Jan Wurm/ Shadow & Light
- Tamar Khelashvili
- Nov 1
- 2 min read
Having lived in California and Europe, Jan Wurm has honed an eye for social patterns and conventions. She currently divides her time between Berkeley and L.A. and her hand between drawing and painting. Wurm has taught at the University of California, Berkeley Extension and lectured extensively. The past Director of Exhibitions and Curator of Art at the Richmond Art Center, Wurm has authored exhibition catalogues and curated major exhibitions focused on a humanist tradition. Jan Wurm's paintings, drawings, and artist's books examine daily life to reveal aspects of contemporary culture that inform our relationships. Infused with warmth, humor, and an energetic line, the works invite the viewer to join the moment. Her work, exhibited internationally, is in collections including the Los Angeles County Museum of Art, Fine Arts Museums of San Francisco, San Diego Museum of Art, New York Public Library Print Collection, Archiv Verein der Berliner Künstlerinnen, Universität für angewandte Kunst in Vienna, and Tiroler Landesmuseen, Innsbruck.
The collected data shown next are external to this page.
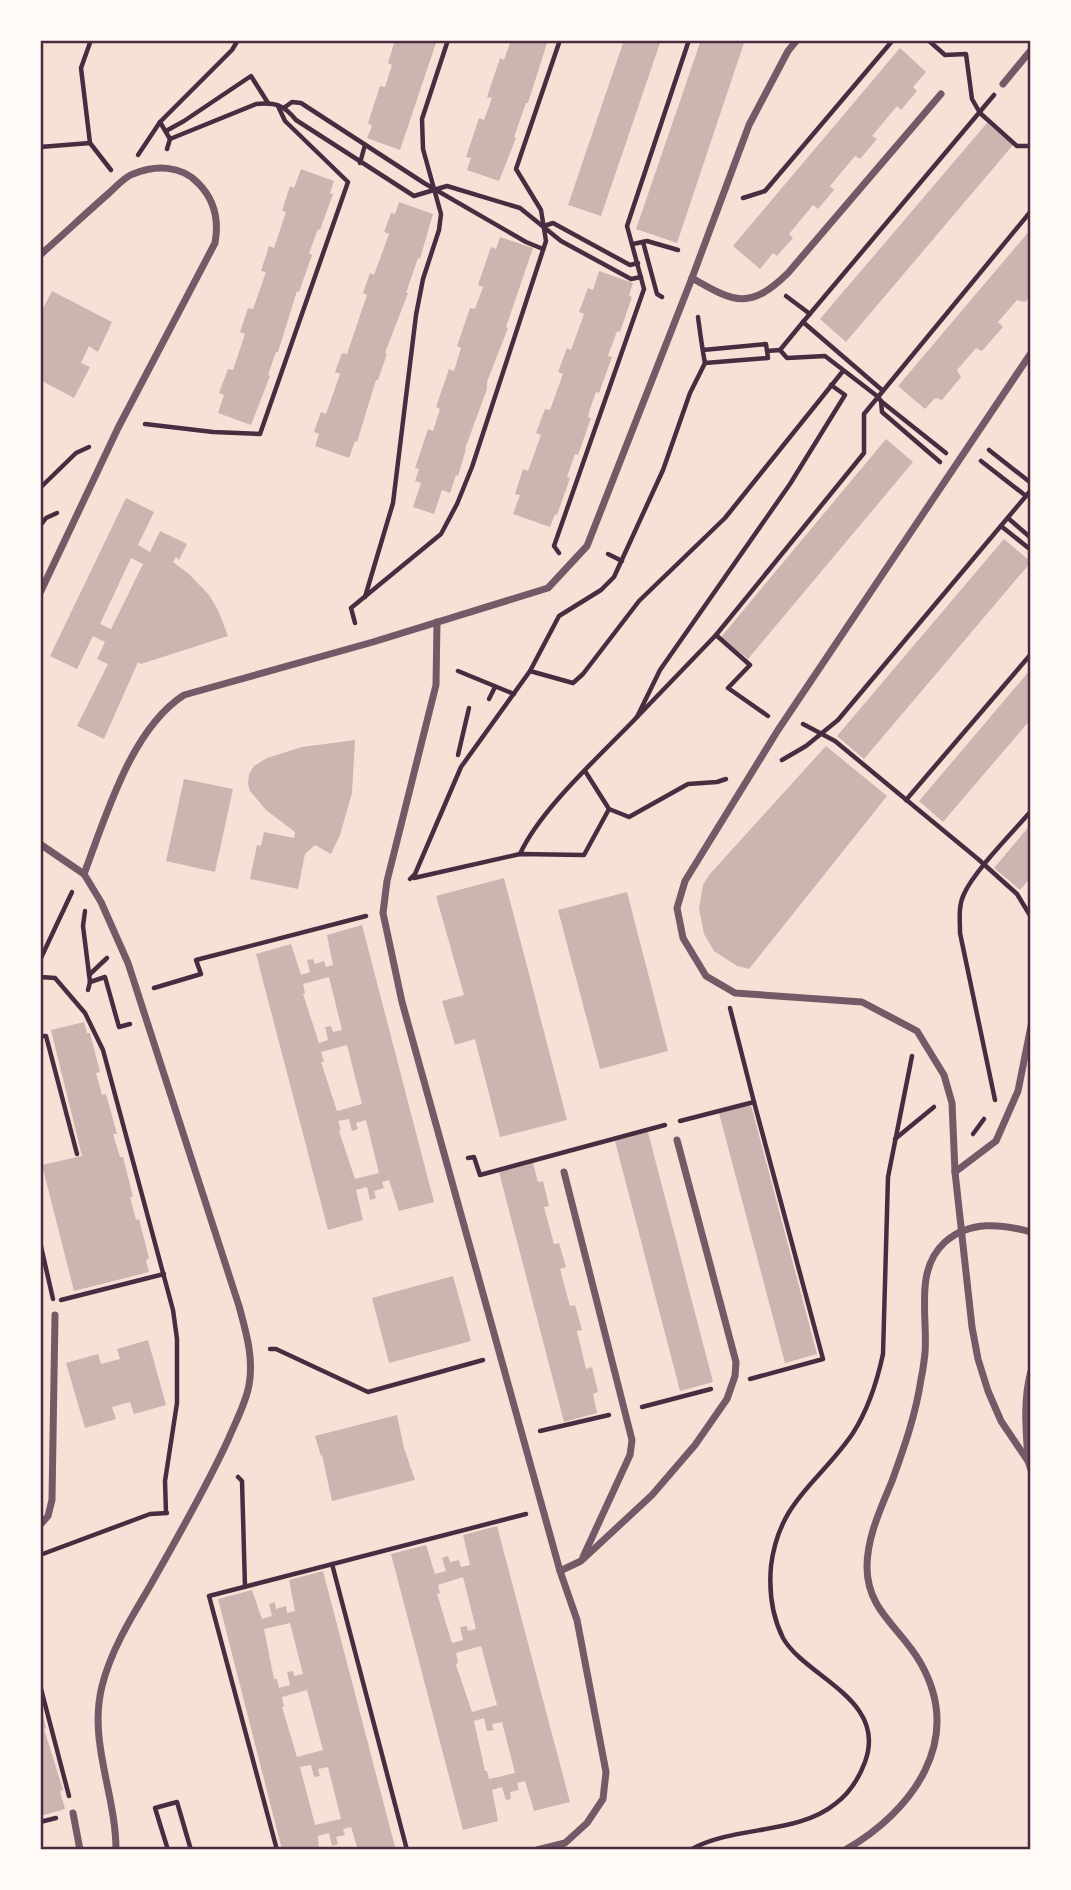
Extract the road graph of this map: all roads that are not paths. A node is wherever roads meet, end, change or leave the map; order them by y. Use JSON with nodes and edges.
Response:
{"nodes":[{"id":1,"x":797,"y":40,"type":"edge"},
{"id":2,"x":1031,"y":50,"type":"edge"},
{"id":3,"x":1003,"y":84,"type":"dead end"},
{"id":4,"x":941,"y":94,"type":"dead end"},
{"id":5,"x":40,"y":255,"type":"edge"},
{"id":6,"x":692,"y":278,"type":"junction"},
{"id":7,"x":1031,"y":353,"type":"edge"},
{"id":8,"x":40,"y":593,"type":"edge"},
{"id":9,"x":436,"y":622,"type":"junction"},
{"id":10,"x":40,"y":844,"type":"edge"},
{"id":11,"x":84,"y":874,"type":"junction"},
{"id":12,"x":1031,"y":1026,"type":"edge"},
{"id":13,"x":677,"y":1140,"type":"dead end"},
{"id":14,"x":564,"y":1172,"type":"dead end"},
{"id":15,"x":955,"y":1172,"type":"junction"},
{"id":16,"x":1031,"y":1231,"type":"edge"},
{"id":17,"x":961,"y":1232,"type":"junction"},
{"id":18,"x":55,"y":1315,"type":"dead end"},
{"id":19,"x":1031,"y":1371,"type":"edge"},
{"id":20,"x":1028,"y":1461,"type":"junction"},
{"id":21,"x":1031,"y":1469,"type":"edge"},
{"id":22,"x":40,"y":1525,"type":"edge"},
{"id":23,"x":581,"y":1560,"type":"junction"},
{"id":24,"x":560,"y":1571,"type":"junction"},
{"id":25,"x":74,"y":1813,"type":"road end"},
{"id":26,"x":79,"y":1850,"type":"edge"},
{"id":27,"x":116,"y":1850,"type":"edge"},
{"id":28,"x":537,"y":1850,"type":"edge"},
{"id":29,"x":845,"y":1850,"type":"edge"}],
"edges":[{"from":1,"to":6,"type":"street"},
{"from":2,"to":3,"type":"street"},
{"from":4,"to":6,"type":"street"},
{"from":5,"to":8,"type":"street"},
{"from":6,"to":9,"type":"street"},
{"from":7,"to":15,"type":"street"},
{"from":9,"to":11,"type":"street"},
{"from":9,"to":24,"type":"street"},
{"from":10,"to":11,"type":"street"},
{"from":11,"to":27,"type":"street"},
{"from":12,"to":15,"type":"street"},
{"from":13,"to":23,"type":"street"},
{"from":14,"to":23,"type":"street"},
{"from":15,"to":17,"type":"street"},
{"from":16,"to":17,"type":"street"},
{"from":17,"to":20,"type":"street"},
{"from":17,"to":29,"type":"street"},
{"from":18,"to":22,"type":"street"},
{"from":19,"to":20,"type":"street"},
{"from":20,"to":21,"type":"street"},
{"from":23,"to":24,"type":"street"},
{"from":24,"to":28,"type":"street"},
{"from":25,"to":26,"type":"street"}]}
A Bright Dance – A Dark Gaze
The masked ball has held the excitement of the hidden: the transformative magic of the alluring unknown, the camouflage of the imperfections of the homely, the secret tryst of the forbidden love, the clandestine political plotting, the (tres)passing of the un-invited.
The masked ball has captured our imaginations and fueled plays and operas, novels and paintings. It has filled the thoughts and dreams of the days and nights of centuries.
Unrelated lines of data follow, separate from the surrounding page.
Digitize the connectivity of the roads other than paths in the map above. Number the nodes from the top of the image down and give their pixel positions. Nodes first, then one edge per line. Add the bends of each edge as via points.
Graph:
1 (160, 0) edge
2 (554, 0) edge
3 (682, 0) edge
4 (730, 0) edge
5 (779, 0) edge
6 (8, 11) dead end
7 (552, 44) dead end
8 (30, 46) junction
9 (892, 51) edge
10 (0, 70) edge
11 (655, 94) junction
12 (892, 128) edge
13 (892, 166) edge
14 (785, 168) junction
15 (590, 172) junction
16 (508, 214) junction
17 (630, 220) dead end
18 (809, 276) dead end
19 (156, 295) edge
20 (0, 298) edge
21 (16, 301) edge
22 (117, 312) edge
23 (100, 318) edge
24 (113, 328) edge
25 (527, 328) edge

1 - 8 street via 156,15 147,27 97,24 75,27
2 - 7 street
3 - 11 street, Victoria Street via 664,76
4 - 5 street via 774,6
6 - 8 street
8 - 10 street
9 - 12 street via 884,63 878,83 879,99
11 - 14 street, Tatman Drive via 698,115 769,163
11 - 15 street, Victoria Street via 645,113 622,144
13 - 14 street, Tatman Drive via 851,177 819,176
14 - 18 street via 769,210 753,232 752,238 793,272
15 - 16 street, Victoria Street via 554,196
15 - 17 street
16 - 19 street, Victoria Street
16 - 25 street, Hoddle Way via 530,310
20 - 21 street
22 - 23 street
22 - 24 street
When the 20th century writer, Truman Capote, threw a grand Black and White Ball, he came under the scrutiny of press and public. Capote was criticized for his extravaganza as it was pointedly observed that it was financed by the sales of a book of terror. His huge success, In Cold Blood, traded on his interviews and relationships developed with the perpetrators of a grizzly crime of murder.
These mixed media works present a splashing white of gesso, a frivolous line of ink to burst forth with the excitement of gowns and feathers, champaign and music. These concoctions of gaiety are layered over obscured images. This Black and White Ball celebration masks the mugshots of the perpetrators in In Cold Blood.
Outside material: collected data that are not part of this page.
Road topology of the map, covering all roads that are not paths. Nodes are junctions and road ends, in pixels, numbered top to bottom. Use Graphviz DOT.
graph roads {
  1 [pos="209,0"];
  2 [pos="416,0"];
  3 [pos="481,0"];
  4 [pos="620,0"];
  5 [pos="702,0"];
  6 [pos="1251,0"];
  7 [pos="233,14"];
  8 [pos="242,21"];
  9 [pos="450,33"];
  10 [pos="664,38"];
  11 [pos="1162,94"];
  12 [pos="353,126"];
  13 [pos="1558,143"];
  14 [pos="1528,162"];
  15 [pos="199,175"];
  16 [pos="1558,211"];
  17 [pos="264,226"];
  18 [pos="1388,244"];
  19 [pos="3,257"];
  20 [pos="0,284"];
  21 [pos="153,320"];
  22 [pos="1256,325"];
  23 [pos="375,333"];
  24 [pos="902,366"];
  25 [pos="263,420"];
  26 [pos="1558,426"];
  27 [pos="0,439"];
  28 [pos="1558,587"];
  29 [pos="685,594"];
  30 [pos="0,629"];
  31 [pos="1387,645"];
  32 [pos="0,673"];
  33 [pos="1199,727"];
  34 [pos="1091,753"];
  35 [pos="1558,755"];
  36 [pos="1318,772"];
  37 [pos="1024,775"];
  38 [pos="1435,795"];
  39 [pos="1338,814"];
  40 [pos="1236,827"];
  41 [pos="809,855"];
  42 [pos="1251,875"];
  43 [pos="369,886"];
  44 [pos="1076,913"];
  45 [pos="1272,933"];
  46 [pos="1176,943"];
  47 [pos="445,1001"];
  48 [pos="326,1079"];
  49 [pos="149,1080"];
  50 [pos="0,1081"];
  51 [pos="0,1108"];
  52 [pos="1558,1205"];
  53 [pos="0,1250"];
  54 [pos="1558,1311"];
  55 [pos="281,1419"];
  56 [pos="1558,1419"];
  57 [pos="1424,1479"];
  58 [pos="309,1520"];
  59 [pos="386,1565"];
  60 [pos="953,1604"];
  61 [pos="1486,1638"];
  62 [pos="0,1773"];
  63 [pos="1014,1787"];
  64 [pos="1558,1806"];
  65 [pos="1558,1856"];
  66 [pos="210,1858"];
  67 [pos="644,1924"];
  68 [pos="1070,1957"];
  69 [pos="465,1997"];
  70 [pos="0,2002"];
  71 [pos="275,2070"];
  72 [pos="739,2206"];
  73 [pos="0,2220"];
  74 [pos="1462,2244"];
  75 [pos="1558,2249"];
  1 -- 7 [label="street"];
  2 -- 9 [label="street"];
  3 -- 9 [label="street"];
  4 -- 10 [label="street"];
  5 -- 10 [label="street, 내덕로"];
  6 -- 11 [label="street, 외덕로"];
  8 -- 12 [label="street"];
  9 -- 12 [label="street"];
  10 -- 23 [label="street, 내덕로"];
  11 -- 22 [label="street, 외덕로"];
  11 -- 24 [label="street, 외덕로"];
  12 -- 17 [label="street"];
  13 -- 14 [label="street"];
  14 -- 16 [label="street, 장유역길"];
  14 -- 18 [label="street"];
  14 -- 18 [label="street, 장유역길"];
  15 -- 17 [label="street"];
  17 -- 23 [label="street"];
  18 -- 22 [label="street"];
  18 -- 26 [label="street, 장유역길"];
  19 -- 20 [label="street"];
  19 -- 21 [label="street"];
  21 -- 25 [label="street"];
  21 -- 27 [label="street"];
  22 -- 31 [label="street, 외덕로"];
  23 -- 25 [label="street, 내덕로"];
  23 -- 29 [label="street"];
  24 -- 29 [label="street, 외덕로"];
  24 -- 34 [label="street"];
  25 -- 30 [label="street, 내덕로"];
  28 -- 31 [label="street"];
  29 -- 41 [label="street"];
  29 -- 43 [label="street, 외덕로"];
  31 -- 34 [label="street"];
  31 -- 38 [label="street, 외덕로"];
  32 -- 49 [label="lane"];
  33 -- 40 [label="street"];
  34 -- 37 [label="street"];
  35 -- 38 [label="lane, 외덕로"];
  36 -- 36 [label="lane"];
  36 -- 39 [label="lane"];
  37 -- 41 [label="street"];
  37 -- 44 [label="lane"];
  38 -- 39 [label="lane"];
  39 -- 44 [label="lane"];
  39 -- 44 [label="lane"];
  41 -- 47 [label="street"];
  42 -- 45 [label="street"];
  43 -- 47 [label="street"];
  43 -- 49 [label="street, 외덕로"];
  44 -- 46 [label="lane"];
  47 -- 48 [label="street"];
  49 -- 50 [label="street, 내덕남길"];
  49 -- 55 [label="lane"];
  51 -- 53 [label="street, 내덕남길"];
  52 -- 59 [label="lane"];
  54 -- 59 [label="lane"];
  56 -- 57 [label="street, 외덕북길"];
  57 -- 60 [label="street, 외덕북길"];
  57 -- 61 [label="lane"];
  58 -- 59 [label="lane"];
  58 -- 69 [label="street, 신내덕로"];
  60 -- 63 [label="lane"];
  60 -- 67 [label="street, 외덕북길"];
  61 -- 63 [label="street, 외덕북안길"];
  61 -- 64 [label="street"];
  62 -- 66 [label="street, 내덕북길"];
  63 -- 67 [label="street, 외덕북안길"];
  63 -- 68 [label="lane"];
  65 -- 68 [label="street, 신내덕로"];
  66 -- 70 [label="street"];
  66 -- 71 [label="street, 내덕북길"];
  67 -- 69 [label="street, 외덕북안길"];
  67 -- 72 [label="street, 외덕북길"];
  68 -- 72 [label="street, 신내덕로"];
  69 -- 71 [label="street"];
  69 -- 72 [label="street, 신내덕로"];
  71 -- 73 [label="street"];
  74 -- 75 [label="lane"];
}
In successive generations of Xeroxed copies, the source is obscured but areas darken – a Mark of Cain, a stain carried forward. History bleeds through, and even in black and white, the history, the source colors the present.
The ways in which ill-gotten wealth’s exploitive labor practices, environmental degradation, pollution, deception, corruption, and trafficking can be whitewashed through social charade and distraction, these have been dark points of contention throughout decades.
The surface of sparkle, glitz and glitter serve to seduce. The distractions of details, like the secrets of magicians, redirect from the action. An elaborate slight of hand diverts attention from the dark, the unethical, the illegal, the nefarious.